地域社会における生活において、それを維持し、豊かにするために、人びとは集まって力を合わせようとする。そうした集団としては、近世における行政的組織である五人組や、その流れのなかに位置づけられる隣組などがある。しかし、これらは行政的なものとの結びつきが強く、公的な組織としてほぼ全国的にみられ、だいたい同じような性格をもっている。こうした集団のほかに、気の合ったもの同士が、私的に、任意に作る仲間がある。また、まったく私的に形成されたという集団ではなく、地域社会の組織とかかわるものでありながら、行政組織とはいえないものに、一定年齢ごとに形成される集団や特定の目的によって結成される集団がある。年齢ごとに形成される集団を年齢集団とよぶことがある。
年齢集団には、その年齢によって、こども仲間、若者仲間、壮年仲間、老人仲間などがあり、人びとはその集団につぎつぎと加入していくことになる。もちろんこうした集団のすべてがどこにもきちんと形成されているわけではない。これらの集団のうちのいくつかに重点がかけられていることが多い。またいつも設けられていたり(恒常的)、あるいはなにかことあるたびに臨時に設けられたり(臨時的)する。
こども仲間は、臨時に形成されることが多く、そのために、それがかかわる行事の名前を用いてその集団の名称とすることもある。
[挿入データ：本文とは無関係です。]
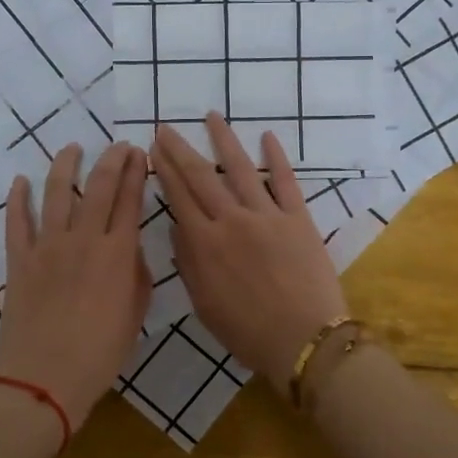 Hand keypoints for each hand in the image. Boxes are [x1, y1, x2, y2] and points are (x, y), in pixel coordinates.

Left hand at [0, 142, 149, 429]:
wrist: (43, 379)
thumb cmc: (99, 354)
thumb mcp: (134, 316)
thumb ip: (136, 277)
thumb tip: (129, 251)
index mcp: (117, 253)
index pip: (129, 200)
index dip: (135, 172)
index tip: (139, 153)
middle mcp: (83, 239)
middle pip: (98, 186)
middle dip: (111, 160)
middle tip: (118, 146)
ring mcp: (47, 247)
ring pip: (56, 193)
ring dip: (65, 166)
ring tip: (72, 149)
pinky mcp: (19, 260)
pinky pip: (17, 222)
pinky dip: (17, 199)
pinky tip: (20, 181)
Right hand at [150, 114, 348, 396]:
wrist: (304, 340)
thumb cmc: (249, 332)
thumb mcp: (205, 305)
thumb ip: (189, 264)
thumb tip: (178, 228)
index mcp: (206, 244)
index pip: (179, 197)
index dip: (164, 170)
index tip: (153, 149)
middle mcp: (232, 220)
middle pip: (201, 177)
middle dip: (180, 149)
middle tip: (166, 127)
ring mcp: (267, 216)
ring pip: (240, 169)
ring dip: (224, 140)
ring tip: (212, 116)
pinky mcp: (298, 218)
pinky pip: (285, 181)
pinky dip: (276, 157)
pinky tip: (267, 136)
こども仲間は長野市域全域にわたってその存在が認められたが、これに加入することのできるのは、かつては、男の子だけであるところが多かった。のちには男女を問わず一定年齢になるとみな加入できるようになった。現在ではこどもたちだけで運営する集団ではなく、公民館活動のうちに組み入れられたり、PTAの育成部の監督指導のもとに活動したりすることが多くなっている。
こども仲間のつぎに位置づけられるものとして若者仲間がある。主として成人男子により構成されたもので、長野市域全域にみられる。これは臨時に形成されたこども仲間とは相違し、常設の恒常的な組織であることが多い。それだけに地域社会においてその分担する役割は多く、期待も大きかった。
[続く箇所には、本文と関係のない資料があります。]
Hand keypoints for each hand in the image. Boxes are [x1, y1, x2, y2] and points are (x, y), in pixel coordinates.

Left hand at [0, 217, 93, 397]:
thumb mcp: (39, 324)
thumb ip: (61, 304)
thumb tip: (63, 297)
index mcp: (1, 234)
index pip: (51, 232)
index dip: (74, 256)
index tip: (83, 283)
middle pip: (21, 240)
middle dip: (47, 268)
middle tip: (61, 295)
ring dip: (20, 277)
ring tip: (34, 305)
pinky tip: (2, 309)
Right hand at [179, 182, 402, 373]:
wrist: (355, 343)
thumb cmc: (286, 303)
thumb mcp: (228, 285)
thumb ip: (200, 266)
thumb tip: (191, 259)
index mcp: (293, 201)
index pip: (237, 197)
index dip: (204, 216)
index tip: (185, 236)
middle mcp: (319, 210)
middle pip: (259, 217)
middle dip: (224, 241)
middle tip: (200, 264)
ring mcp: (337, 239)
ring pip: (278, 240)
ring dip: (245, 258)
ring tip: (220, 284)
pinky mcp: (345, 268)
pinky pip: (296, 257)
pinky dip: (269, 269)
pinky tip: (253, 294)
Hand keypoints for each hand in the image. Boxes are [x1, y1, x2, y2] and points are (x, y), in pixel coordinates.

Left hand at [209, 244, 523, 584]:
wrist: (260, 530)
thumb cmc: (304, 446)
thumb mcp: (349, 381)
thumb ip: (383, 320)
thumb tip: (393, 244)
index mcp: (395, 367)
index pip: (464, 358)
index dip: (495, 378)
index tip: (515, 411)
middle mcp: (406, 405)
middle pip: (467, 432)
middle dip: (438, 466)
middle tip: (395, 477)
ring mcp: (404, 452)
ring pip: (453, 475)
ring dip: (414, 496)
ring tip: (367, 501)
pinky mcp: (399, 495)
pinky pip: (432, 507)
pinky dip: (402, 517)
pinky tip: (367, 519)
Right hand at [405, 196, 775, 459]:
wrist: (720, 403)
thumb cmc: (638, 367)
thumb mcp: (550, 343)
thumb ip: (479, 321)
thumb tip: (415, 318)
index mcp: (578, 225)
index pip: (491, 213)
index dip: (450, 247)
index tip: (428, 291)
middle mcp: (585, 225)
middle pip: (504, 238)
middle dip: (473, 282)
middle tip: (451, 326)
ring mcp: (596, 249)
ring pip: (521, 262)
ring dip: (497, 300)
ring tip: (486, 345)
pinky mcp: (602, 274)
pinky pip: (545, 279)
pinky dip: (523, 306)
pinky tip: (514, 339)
年齢によって形成される集団のほかに、同じ目的をもつ仲間が集まって作るものもある。それが講(こう)とよばれるものであるが、これには経済的なものを目的として結成される無尽講や、信仰によって結ばれる講などがある。経済的な講は互助的な性格をもち、必要に応じて結成されることが多く、恒常的な性格は弱い。また、地域社会との関係にかならずしも強く規制されるものではなく、個人的な関係によって結成されることも多い。
それにたいして信仰的な講は、地域社会と結びついて恒常的に存在していることが多い。ただその信仰対象が地域内に存在している場合と、比較的遠方に存在している場合とがあり、それによって集団のあり方が異なる。つまり、遠方にある場合は講員全員が参拝することが困難であり、代表者が講員を代表して代参をせざるをえなくなるからである。庚申(こうしん)講は庚申の日に全員が集まってまつることのできるものであり、伊勢講や戸隠講などは代表者が講員を代表して参拝する代参講の代表的なものである。これら信仰的な講は個人を構成員とするのではなく、家を基本とする傾向が強く年齢や性別とかかわりながら、村の社会集団としての役割を果たした。